UBS lost $356m on Facebook’s initial public offering after its stake plunged 39 per cent in value. Swiss bank UBS lost 349m Swiss francs ($356m) due to problems with the launch of Facebook shares, more than halving its profit.
UBS blamed the Nasdaq exchange’s “gross mishandling” of the flotation and said it would be seeking compensation.
It said system problems had left it with more Facebook shares - which have fallen in value- than it had ordered.
UBS’s second quarter profits were $425m Swiss francs ($434m; £276m), compared with 1bn francs a year earlier.
UBS shares were trading 6 per cent lower at 10.26 francs on Tuesday afternoon.
“UBS’s losses on the Facebook shares resulted from Nasdaq’s multiple failures to carry out its obligations, including both opening the Facebook stock for trading and not halting trading in the stock during the day,” the Swiss bank said.
UBS’s pre-market orders were not confirmed until several hours after the stock had started trading.
“Orders were entered multiple times before the necessary confirmations from Nasdaq were received. Nasdaq, ultimately, filled all of these orders, exposing UBS to far more shares than our clients had ordered,” the bank said in its statement.
Facebook was valued at $104bn at its flotation in May, but the shares are now 39% below the initial sale price.
As a result of the Facebook losses, UBS’s investment bank reported a loss in the quarter.

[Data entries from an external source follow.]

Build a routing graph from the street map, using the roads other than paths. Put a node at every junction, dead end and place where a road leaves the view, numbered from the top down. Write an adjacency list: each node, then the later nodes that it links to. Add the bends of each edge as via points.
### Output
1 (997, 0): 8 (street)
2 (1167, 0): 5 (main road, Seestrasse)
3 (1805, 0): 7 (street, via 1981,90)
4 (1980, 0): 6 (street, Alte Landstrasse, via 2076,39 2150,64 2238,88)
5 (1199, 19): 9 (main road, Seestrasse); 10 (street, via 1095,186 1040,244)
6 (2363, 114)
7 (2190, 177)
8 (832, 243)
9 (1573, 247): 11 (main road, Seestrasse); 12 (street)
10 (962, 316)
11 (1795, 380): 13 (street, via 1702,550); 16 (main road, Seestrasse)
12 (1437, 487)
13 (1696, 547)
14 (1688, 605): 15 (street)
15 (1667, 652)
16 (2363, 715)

That is compared with a profit of 730m Swiss francs a year earlier.
UBS also warned that failure to resolve problems within Europe’s banking system “accentuated by the reduction in market activity levels typically seen in the third quarter” meant its next set of earnings were likely to be flat.

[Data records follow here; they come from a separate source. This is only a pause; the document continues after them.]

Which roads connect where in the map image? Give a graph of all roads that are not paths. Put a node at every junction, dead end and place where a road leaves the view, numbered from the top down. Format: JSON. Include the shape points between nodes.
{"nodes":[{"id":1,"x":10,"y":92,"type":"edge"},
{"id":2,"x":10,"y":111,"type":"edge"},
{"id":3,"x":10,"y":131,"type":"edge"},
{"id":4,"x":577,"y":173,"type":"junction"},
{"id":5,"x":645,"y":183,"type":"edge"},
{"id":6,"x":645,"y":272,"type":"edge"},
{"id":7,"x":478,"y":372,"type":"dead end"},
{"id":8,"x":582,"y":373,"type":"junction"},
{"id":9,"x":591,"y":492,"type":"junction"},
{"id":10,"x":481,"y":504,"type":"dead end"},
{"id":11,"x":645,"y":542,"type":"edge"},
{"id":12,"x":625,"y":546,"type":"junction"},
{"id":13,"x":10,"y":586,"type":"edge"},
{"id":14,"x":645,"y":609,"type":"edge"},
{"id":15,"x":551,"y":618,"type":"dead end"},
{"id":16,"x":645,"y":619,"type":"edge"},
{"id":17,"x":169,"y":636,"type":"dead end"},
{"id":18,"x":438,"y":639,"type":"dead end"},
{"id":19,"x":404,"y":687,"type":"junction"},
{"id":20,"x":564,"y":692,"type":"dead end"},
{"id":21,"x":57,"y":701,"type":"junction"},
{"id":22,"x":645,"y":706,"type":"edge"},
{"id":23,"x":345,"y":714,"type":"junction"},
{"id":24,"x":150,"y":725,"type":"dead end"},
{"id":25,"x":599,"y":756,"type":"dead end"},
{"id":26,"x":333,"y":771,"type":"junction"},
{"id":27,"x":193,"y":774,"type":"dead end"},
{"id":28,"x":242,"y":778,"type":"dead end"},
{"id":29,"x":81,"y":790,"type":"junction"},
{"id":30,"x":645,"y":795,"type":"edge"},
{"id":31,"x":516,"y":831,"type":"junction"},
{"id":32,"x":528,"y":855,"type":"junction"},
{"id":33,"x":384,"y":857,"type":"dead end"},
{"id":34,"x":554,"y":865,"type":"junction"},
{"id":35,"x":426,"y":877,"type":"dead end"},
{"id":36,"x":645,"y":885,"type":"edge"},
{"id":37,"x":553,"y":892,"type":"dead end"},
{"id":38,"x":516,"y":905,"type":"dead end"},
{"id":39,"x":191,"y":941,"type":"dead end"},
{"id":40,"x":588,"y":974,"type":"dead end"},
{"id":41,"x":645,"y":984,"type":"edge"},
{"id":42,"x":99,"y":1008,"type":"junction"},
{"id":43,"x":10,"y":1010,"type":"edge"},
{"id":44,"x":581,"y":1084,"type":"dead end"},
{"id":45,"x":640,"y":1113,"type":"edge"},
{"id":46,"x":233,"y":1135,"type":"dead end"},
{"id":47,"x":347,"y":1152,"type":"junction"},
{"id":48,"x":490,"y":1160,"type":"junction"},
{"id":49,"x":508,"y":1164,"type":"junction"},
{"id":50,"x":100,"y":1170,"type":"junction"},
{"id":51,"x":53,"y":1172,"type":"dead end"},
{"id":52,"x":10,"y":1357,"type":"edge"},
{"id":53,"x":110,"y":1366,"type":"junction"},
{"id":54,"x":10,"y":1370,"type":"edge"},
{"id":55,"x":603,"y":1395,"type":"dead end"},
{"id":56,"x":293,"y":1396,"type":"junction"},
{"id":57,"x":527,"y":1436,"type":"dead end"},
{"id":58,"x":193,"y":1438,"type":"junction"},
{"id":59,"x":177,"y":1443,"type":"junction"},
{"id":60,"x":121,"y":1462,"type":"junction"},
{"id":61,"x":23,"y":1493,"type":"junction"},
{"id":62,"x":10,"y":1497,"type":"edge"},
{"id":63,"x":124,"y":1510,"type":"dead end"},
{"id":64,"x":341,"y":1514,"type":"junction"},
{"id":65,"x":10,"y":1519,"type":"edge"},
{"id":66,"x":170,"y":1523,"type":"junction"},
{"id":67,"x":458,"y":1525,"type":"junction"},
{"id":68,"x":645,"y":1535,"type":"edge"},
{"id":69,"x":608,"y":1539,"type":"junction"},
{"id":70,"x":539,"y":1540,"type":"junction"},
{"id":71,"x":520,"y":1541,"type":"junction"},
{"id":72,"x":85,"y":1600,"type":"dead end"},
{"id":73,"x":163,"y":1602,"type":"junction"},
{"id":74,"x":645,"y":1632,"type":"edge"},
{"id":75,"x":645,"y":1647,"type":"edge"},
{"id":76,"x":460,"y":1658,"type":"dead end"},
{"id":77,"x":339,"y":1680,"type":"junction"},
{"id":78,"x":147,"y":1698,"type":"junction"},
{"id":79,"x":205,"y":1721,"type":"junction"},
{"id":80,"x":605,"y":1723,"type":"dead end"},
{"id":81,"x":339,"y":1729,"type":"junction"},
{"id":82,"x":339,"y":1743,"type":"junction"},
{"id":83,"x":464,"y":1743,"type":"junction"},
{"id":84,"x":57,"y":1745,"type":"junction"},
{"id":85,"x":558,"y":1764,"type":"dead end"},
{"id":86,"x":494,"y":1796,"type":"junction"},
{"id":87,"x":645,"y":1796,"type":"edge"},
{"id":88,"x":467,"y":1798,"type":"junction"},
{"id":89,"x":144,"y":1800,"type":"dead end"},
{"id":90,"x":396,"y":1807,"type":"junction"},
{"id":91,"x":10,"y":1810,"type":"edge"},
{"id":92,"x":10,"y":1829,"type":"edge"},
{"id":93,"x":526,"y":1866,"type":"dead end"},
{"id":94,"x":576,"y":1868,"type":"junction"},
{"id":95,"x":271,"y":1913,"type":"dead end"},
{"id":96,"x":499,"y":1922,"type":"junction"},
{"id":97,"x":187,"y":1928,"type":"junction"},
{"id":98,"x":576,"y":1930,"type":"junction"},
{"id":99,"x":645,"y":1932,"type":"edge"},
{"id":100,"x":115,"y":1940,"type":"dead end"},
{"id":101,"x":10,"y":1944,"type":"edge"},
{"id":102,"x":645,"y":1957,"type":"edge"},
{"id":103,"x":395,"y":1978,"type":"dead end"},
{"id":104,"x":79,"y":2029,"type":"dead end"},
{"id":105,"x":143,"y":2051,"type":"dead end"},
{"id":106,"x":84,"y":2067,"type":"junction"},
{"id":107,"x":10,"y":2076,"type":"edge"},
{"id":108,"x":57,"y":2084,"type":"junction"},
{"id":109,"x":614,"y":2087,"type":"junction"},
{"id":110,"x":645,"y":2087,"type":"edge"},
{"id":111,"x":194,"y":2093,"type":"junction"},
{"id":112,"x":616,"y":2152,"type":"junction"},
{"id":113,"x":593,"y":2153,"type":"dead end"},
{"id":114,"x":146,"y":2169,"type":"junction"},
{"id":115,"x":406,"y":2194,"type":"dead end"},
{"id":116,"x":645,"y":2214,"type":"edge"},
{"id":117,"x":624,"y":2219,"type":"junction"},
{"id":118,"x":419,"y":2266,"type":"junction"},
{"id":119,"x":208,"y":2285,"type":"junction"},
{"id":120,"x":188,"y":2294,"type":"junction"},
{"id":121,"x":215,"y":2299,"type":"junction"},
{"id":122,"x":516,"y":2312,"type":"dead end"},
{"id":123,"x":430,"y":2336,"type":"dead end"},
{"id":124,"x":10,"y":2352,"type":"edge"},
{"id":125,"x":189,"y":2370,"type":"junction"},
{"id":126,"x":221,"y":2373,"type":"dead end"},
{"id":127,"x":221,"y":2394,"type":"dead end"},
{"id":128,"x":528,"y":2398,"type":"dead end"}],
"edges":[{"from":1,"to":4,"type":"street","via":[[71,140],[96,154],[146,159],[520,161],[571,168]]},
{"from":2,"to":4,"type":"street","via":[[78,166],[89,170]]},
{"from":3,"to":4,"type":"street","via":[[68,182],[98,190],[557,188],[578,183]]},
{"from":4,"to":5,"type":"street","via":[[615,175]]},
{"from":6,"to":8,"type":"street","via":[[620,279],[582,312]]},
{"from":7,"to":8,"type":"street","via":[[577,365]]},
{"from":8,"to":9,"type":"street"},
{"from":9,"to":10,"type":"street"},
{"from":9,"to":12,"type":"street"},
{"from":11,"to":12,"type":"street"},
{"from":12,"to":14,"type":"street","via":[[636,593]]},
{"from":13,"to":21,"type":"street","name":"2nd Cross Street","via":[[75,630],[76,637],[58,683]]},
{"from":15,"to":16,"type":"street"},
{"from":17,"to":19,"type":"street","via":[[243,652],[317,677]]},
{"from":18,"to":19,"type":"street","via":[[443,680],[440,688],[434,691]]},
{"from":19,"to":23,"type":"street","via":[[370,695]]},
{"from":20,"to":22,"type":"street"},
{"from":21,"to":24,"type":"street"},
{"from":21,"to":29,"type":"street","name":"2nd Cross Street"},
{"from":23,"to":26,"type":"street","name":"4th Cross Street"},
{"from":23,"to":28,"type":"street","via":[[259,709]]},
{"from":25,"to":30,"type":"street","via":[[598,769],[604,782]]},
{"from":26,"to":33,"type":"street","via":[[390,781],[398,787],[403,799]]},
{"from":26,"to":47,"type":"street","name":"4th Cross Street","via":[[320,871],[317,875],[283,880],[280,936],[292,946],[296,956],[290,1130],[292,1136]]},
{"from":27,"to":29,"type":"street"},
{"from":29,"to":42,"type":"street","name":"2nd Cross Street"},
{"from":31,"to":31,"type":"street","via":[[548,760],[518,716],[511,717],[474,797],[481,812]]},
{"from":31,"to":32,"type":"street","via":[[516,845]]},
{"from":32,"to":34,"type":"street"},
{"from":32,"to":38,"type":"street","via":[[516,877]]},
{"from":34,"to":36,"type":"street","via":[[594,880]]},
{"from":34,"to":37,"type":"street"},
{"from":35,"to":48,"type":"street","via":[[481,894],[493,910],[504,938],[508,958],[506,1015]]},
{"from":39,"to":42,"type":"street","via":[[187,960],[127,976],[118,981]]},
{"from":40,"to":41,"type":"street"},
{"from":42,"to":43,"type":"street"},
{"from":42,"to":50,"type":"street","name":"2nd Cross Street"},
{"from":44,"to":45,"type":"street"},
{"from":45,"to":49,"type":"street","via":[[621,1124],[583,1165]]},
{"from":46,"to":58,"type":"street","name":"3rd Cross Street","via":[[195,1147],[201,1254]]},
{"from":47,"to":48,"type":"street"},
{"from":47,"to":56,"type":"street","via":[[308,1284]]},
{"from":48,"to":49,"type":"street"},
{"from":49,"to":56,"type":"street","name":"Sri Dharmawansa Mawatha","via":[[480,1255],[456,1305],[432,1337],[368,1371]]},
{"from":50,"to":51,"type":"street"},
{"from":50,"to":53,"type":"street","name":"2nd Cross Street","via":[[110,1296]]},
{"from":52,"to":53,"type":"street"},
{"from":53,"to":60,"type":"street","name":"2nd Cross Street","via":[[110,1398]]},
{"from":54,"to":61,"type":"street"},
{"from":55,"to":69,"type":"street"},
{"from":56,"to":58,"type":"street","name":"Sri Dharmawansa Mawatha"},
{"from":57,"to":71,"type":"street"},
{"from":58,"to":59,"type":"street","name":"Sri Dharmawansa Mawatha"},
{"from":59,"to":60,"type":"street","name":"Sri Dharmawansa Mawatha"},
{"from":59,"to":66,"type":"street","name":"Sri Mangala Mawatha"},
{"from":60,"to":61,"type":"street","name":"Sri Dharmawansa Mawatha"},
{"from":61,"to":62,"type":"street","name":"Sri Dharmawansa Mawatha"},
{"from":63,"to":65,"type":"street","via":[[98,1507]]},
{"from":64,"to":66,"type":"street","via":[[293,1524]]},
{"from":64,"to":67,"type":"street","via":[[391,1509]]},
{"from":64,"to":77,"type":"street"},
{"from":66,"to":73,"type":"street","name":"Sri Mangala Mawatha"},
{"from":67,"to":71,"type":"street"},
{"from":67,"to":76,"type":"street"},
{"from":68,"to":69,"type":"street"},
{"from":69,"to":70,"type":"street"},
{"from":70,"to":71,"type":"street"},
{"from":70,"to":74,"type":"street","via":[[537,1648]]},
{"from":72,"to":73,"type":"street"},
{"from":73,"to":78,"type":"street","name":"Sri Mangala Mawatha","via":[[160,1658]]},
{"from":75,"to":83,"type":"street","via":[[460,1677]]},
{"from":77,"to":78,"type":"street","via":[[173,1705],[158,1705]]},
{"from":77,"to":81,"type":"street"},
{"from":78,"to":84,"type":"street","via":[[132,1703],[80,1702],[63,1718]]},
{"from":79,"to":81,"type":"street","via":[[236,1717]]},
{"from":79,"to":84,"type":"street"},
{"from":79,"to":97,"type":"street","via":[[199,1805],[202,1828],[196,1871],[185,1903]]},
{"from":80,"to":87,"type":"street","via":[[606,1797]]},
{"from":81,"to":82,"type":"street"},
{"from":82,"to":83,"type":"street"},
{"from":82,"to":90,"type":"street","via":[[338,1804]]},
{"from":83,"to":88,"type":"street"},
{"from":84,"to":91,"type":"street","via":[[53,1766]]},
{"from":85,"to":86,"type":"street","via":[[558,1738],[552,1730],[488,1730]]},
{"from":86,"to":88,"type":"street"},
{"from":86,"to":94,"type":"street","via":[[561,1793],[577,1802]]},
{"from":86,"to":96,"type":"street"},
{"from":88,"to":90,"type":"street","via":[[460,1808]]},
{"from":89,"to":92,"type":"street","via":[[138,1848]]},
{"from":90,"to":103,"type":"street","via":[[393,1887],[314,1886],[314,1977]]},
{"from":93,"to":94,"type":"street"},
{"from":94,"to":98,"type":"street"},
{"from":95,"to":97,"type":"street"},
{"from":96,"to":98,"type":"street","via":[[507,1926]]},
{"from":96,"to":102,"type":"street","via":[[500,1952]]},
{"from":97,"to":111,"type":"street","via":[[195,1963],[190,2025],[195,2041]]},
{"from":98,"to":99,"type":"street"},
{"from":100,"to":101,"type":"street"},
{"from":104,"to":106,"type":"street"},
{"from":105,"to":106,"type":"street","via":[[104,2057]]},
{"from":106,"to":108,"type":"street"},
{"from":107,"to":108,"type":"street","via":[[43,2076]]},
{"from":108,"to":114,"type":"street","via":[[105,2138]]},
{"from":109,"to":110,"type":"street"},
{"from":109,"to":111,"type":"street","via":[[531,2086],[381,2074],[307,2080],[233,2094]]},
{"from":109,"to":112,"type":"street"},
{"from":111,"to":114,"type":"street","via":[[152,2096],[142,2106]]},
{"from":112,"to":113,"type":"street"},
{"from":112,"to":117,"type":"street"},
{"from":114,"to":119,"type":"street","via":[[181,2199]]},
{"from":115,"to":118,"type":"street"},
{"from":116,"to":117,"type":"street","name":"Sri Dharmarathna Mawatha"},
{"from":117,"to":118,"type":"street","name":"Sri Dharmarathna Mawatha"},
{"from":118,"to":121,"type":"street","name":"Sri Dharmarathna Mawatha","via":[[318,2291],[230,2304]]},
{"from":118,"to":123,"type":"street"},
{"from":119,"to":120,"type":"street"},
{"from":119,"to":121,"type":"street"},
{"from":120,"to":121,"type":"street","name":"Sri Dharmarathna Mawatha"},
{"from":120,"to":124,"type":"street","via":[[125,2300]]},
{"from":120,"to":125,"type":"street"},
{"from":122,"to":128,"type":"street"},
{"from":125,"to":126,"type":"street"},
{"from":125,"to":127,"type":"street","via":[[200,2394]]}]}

As a result, UBS said it would look at making further cost savings. The Swiss group is already in the process of cutting 3,500 jobs.
The company also said it was on target to meet new Basel III bank rules and would not have to issue new shares to generate additional money.
Its ratio of high quality - tier 1 - capital to lending was 8.8 per cent, just shy of the 9 per cent that will be required from next year.